Items from a dataset:
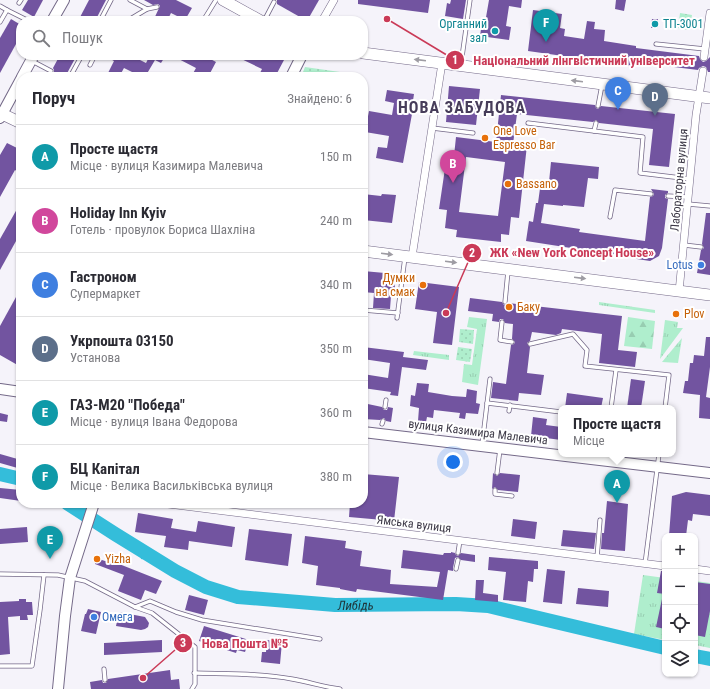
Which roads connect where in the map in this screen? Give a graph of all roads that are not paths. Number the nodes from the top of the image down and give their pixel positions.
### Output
1 (64, 0) edge
2 (111, 0) edge
3 (130, 0) edge
4 (216, 0) edge
5 (223, 0) edge
6 (334, 0) edge
7 (470, 0) edge
8 (274, 2) dead end
9 (0, 6) edge
10 (157, 7) dead end
11 (147, 9) junction
12 (7, 10) junction
13 (710, 13) edge
14 (19, 16) edge
15 (55, 16) edge
16 (103, 16) edge
17 (135, 16) edge
18 (206, 16) edge
19 (253, 16) edge
20 (266, 16) edge
21 (325, 16) edge
22 (0, 22) edge
23 (656, 44) dead end
24 (706, 49) edge
25 (368, 54) edge
26 (32, 60) edge
27 (36, 60) edge
28 (79, 60) edge
29 (92, 60) edge
30 (299, 60) edge
31 (442, 63) junction
32 (90, 65) dead end
33 (460, 65) junction
34 (51, 71) dead end
35 (703, 71) dead end
36 (25, 72) edge
37 (73, 72) edge
38 (293, 72) edge
39 (602, 84) junction
40 (16, 89) edge
41 (704, 97) edge
42 (598, 106) dead end
43 (1, 115) edge
44 (16, 121) edge
45 (528, 123) dead end
46 (596, 123) dead end
47 (432, 128) junction
48 (594, 131) junction
49 (473, 133) dead end
50 (690, 179) junction
51 (651, 194) dead end
52 (668, 196) dead end
53 (688, 201) junction
54 (710, 206) edge
55 (610, 218) dead end
56 (684, 245) junction
57 (701, 247) dead end
58 (368, 252) edge
59 (408, 256) junction
60 (509, 269) junction
61 (679, 292) junction
62 (710, 295) edge
63 (505, 302) dead end
64 (368, 310) edge
65 (398, 313) junction
66 (397, 318) dead end
67 (502, 322) dead end
68 (512, 342) dead end
69 (530, 344) dead end
70 (616, 370) junction
71 (490, 379) dead end
72 (0, 390) edge
73 (16, 392) edge
74 (386, 400) dead end
75 (487, 403) junction
76 (510, 405) junction
77 (611, 405) edge
78 (665, 405) edge
79 (385, 407) dead end
80 (509, 411) dead end
81 (558, 412) edge
82 (368, 433) edge
83 (482, 446) junction
84 (500, 448) junction
85 (558, 455) edge
86 (574, 457) edge
87 (659, 457) edge
88 (657, 467) junction
89 (497, 473) dead end
90 (710, 473) edge
91 (495, 490) dead end
92 (512, 496) dead end
93 (93, 508) edge
94 (201, 508) edge
95 (600, 520) dead end
96 (460, 540) junction
97 (458, 553) dead end
98 (597, 558) junction
99 (458, 560) dead end
100 (645, 564) junction
101 (662, 566) edge
102 (456, 569) dead end
103 (698, 570) edge
104 (710, 571) edge
105 (0, 574) edge
106 (44, 575) junction
107 (70, 578) junction
108 (135, 607) junction
109 (320, 640) dead end
110 (0, 666) edge
111 (104, 669) dead end
112 (194, 673) junction
113 (105, 680) dead end
114 (58, 689) edge
115 (192, 689) edge
116 (340, 689) edge

1 - 15 main road
2 - 16 lane
3 - 11 lane
4 - 18 lane
5 - 19 main road
6 - 21 street
7 - 33 lane
8 - 20 lane
9 - 12 lane
10 - 11 lane
11 - 17 lane
12 - 14 lane
12 - 22 lane
13 - 24 street
23 - 24 lane
31 -> 25 main road
26 - 36 main road
27 - 34 lane
28 - 37 lane
29 - 32 lane
30 - 38 main road
31 - 33 main road
31 - 47 street
39 -> 33 main road
35 - 41 street, Лабораторна вулиця
39 - 41 main road
39 - 42 lane
40 - 43 main road
41 - 50 street, Лабораторна вулиця
43 - 44 main road
45 - 48 lane
46 - 48 lane
47 - 49 lane
47 - 59 street
48 - 50 lane
50 - 53 street, Лабораторна вулиця
51 - 55 lane
52 - 53 lane
53 - 54 lane
53 - 56 street, Лабораторна вулиця
56 - 57 lane
56 - 61 street, Лабораторна вулиця
58 -> 59 main road
59 -> 60 main road
59 - 65 lane
60 -> 61 main road
60 - 63 lane
61 - 62 main road
64 - 65 lane
65 - 66 lane
67 - 68 lane
69 - 70 lane
70 - 77 lane
70 - 78 lane
71 - 75 lane
72 - 73 main road
74 - 79 lane
75 - 76 lane
75 - 83 lane
76 - 80 lane
76 - 81 lane
82 - 83 main road, вулиця Казимира Малевича
83 - 84 main road, вулиця Казимира Малевича
84 - 85 main road, вулиця Казимира Малевича
84 - 89 lane
86 - 88 main road, вулиця Казимира Малевича
87 - 88 lane
88 - 90 main road, вулиця Казимира Малевича
88 - 100 lane
91 - 92 lane
93 - 107 main road
94 - 96 street, Ямська вулиця
95 - 98 lane
96 - 97 lane
96 - 98 street, Ямська вулиця
98 - 100 street, Ямська вулиця
99 - 102 lane
100 - 101 street, Ямська вулиця
103 - 104 street
105 - 106 lane
106 - 107 lane
106 - 110 lane
107 - 108 lane
107 - 114 main road
108 - 109 lane
108 - 112 lane
111 - 113 lane
112 - 115 lane
112 - 116 lane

ACTIVITY: The entries are to be restated word for word, with pictures omitted.

SOLUTION:
Which roads connect where in the map in this screen? Give a graph of all roads that are not paths. Number the nodes from the top of the image down and give their pixel positions.
### Output
1 (64, 0) edge
2 (111, 0) edge
3 (130, 0) edge
4 (216, 0) edge
5 (223, 0) edge
6 (334, 0) edge
7 (470, 0) edge
8 (274, 2) dead end
9 (0, 6) edge
10 (157, 7) dead end
11 (147, 9) junction
12 (7, 10) junction
13 (710, 13) edge
14 (19, 16) edge
15 (55, 16) edge
16 (103, 16) edge
17 (135, 16) edge
18 (206, 16) edge
19 (253, 16) edge
20 (266, 16) edge
21 (325, 16) edge
22 (0, 22) edge
23 (656, 44) dead end
24 (706, 49) edge
25 (368, 54) edge
26 (32, 60) edge
27 (36, 60) edge
28 (79, 60) edge
29 (92, 60) edge
30 (299, 60) edge
31 (442, 63) junction
32 (90, 65) dead end
33 (460, 65) junction
34 (51, 71) dead end
35 (703, 71) dead end
36 (25, 72) edge
37 (73, 72) edge
38 (293, 72) edge
39 (602, 84) junction
40 (16, 89) edge
41 (704, 97) edge
42 (598, 106) dead end
43 (1, 115) edge
44 (16, 121) edge
45 (528, 123) dead end
46 (596, 123) dead end
47 (432, 128) junction
48 (594, 131) junction
49 (473, 133) dead end
50 (690, 179) junction
51 (651, 194) dead end
52 (668, 196) dead end
53 (688, 201) junction
54 (710, 206) edge
55 (610, 218) dead end
56 (684, 245) junction
57 (701, 247) dead end
58 (368, 252) edge
59 (408, 256) junction
60 (509, 269) junction
61 (679, 292) junction
62 (710, 295) edge
63 (505, 302) dead end
64 (368, 310) edge
65 (398, 313) junction
66 (397, 318) dead end
67 (502, 322) dead end
68 (512, 342) dead end
69 (530, 344) dead end
70 (616, 370) junction
71 (490, 379) dead end
72 (0, 390) edge
73 (16, 392) edge
74 (386, 400) dead end
75 (487, 403) junction
76 (510, 405) junction
77 (611, 405) edge
78 (665, 405) edge
79 (385, 407) dead end
80 (509, 411) dead end
81 (558, 412) edge
82 (368, 433) edge
83 (482, 446) junction
84 (500, 448) junction
85 (558, 455) edge
86 (574, 457) edge
87 (659, 457) edge
88 (657, 467) junction
89 (497, 473) dead end
90 (710, 473) edge
91 (495, 490) dead end
92 (512, 496) dead end
93 (93, 508) edge
94 (201, 508) edge
95 (600, 520) dead end
96 (460, 540) junction
97 (458, 553) dead end
98 (597, 558) junction
99 (458, 560) dead end
100 (645, 564) junction
101 (662, 566) edge
102 (456, 569) dead end
103 (698, 570) edge
104 (710, 571) edge
105 (0, 574) edge
106 (44, 575) junction
107 (70, 578) junction
108 (135, 607) junction
109 (320, 640) dead end
110 (0, 666) edge
111 (104, 669) dead end
112 (194, 673) junction
113 (105, 680) dead end
114 (58, 689) edge
115 (192, 689) edge
116 (340, 689) edge

1 - 15 main road
2 - 16 lane
3 - 11 lane
4 - 18 lane
5 - 19 main road
6 - 21 street
7 - 33 lane
8 - 20 lane
9 - 12 lane
10 - 11 lane
11 - 17 lane
12 - 14 lane
12 - 22 lane
13 - 24 street
23 - 24 lane
31 -> 25 main road
26 - 36 main road
27 - 34 lane
28 - 37 lane
29 - 32 lane
30 - 38 main road
31 - 33 main road
31 - 47 street
39 -> 33 main road
35 - 41 street, Лабораторна вулиця
39 - 41 main road
39 - 42 lane
40 - 43 main road
41 - 50 street, Лабораторна вулиця
43 - 44 main road
45 - 48 lane
46 - 48 lane
47 - 49 lane
47 - 59 street
48 - 50 lane
50 - 53 street, Лабораторна вулиця
51 - 55 lane
52 - 53 lane
53 - 54 lane
53 - 56 street, Лабораторна вулиця
56 - 57 lane
56 - 61 street, Лабораторна вулиця
58 -> 59 main road
59 -> 60 main road
59 - 65 lane
60 -> 61 main road
60 - 63 lane
61 - 62 main road
64 - 65 lane
65 - 66 lane
67 - 68 lane
69 - 70 lane
70 - 77 lane
70 - 78 lane
71 - 75 lane
72 - 73 main road
74 - 79 lane
75 - 76 lane
75 - 83 lane
76 - 80 lane
76 - 81 lane
82 - 83 main road, вулиця Казимира Малевича
83 - 84 main road, вулиця Казимира Малевича
84 - 85 main road, вулиця Казимира Малевича
84 - 89 lane
86 - 88 main road, вулиця Казимира Малевича
87 - 88 lane
88 - 90 main road, вулиця Казимира Малевича
88 - 100 lane
91 - 92 lane
93 - 107 main road
94 - 96 street, Ямська вулиця
95 - 98 lane
96 - 97 lane
96 - 98 street, Ямська вулиця
98 - 100 street, Ямська вулиця
99 - 102 lane
100 - 101 street, Ямська вулиця
103 - 104 street
105 - 106 lane
106 - 107 lane
106 - 110 lane
107 - 108 lane
107 - 114 main road
108 - 109 lane
108 - 112 lane
111 - 113 lane
112 - 115 lane
112 - 116 lane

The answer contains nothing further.